ASSIGNMENT: The word "Goñi" occurs in some of the lines below; copy each of those lines.

Stored items:
* * * * *

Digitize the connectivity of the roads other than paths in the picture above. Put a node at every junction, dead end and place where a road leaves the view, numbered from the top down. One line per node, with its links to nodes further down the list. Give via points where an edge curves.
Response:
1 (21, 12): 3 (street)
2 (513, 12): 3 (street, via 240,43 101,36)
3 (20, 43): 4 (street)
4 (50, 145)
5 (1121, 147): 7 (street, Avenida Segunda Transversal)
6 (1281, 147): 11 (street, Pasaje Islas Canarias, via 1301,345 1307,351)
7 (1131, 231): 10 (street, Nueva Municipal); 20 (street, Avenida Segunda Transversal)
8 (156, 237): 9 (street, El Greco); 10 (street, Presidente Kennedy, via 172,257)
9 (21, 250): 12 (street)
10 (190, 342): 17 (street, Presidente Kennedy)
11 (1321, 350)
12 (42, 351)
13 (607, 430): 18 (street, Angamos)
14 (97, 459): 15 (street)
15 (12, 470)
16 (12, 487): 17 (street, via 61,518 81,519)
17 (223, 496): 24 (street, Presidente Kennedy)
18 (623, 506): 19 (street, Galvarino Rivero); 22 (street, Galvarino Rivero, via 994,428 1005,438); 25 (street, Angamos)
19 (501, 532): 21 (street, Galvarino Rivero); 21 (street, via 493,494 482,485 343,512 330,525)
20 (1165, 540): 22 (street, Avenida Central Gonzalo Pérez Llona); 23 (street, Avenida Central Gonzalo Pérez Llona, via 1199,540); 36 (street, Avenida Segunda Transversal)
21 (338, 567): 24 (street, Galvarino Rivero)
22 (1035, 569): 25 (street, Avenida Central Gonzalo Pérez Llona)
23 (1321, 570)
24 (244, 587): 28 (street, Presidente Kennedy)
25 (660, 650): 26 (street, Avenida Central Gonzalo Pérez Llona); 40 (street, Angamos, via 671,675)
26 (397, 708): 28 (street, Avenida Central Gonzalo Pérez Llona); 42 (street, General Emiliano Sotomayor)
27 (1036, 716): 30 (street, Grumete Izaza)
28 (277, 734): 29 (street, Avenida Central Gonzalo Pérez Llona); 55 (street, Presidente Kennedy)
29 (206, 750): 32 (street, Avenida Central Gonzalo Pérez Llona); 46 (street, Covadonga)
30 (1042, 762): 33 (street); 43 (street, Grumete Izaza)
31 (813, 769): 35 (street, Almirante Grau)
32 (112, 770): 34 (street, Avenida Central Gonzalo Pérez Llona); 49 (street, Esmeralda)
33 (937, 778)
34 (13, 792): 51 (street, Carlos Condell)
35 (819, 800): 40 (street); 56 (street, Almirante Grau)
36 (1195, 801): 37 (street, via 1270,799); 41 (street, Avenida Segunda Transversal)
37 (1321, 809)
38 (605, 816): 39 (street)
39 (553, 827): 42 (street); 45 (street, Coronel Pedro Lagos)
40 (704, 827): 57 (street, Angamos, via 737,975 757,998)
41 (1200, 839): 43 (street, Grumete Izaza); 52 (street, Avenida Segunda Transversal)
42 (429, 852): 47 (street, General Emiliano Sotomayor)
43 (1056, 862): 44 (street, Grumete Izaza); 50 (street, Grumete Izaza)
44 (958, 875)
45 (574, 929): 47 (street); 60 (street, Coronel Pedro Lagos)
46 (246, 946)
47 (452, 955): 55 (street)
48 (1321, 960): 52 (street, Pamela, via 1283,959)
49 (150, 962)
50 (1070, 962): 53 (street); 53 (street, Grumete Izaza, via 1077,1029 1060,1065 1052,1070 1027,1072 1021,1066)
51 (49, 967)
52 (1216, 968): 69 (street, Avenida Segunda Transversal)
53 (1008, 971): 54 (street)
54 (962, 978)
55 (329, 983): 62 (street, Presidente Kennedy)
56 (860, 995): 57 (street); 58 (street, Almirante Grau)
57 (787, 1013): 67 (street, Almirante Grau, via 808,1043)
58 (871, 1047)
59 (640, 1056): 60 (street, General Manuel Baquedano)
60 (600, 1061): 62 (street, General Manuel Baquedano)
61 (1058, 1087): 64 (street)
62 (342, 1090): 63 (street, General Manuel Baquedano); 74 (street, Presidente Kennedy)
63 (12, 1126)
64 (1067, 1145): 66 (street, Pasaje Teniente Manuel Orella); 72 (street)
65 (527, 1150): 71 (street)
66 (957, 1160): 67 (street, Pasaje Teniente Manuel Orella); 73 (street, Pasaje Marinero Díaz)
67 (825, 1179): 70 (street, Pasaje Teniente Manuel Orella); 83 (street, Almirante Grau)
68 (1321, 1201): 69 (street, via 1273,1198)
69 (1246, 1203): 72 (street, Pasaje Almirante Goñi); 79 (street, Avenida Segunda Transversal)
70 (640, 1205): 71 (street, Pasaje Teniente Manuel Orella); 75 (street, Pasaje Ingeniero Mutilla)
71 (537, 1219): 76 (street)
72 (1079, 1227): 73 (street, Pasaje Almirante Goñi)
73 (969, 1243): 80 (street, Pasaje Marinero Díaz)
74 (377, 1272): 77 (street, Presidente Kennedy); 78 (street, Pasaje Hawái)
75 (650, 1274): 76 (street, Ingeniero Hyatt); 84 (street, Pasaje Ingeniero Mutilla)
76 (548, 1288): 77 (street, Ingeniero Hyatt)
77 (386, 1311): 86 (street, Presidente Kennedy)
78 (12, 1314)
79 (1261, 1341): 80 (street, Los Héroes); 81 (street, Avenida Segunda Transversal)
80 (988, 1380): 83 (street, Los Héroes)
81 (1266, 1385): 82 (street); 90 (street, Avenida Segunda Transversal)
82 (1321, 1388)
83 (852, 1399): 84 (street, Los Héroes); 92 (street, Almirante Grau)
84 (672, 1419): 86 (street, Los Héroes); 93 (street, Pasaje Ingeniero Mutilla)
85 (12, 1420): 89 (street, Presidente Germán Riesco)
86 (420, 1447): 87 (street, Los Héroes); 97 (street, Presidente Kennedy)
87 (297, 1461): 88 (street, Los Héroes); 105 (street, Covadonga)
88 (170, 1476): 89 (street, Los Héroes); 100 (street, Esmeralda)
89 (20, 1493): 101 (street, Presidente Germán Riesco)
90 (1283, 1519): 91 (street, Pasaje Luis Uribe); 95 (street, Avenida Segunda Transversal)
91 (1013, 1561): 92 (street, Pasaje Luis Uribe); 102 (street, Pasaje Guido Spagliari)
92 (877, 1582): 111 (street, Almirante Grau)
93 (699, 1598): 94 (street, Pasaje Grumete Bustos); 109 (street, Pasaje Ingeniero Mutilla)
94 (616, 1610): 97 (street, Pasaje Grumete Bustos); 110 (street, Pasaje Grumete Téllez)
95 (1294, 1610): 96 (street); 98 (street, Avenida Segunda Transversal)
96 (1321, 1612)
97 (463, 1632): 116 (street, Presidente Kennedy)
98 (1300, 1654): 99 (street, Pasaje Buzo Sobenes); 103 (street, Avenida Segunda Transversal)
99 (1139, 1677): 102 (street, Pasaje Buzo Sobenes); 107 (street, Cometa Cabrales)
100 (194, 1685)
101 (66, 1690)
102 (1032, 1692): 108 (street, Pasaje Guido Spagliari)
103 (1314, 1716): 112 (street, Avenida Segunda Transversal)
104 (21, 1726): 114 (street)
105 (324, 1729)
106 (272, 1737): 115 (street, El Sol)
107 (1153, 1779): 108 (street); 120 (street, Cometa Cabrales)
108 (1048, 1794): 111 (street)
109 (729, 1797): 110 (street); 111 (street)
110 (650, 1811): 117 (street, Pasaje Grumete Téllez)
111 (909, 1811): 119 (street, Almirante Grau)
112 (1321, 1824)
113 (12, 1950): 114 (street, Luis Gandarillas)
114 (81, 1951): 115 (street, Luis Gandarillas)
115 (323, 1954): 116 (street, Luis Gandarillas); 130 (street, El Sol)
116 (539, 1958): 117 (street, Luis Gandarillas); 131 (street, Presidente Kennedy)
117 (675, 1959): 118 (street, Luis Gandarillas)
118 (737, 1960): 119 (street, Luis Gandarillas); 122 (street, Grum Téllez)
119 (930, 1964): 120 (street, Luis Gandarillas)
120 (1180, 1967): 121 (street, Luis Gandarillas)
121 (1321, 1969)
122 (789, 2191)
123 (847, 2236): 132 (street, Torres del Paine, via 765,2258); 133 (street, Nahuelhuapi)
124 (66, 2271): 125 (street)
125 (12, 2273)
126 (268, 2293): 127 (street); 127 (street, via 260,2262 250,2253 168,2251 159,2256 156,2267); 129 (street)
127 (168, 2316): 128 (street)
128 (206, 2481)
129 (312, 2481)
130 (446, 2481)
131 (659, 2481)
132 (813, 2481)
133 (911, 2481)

* * * * *

RESPONSE TO THE EXERCISE:
69 (1246, 1203): 72 (street, Pasaje Almirante Goñi); 79 (street, Avenida Segunda Transversal)
72 (1079, 1227): 73 (street, Pasaje Almirante Goñi)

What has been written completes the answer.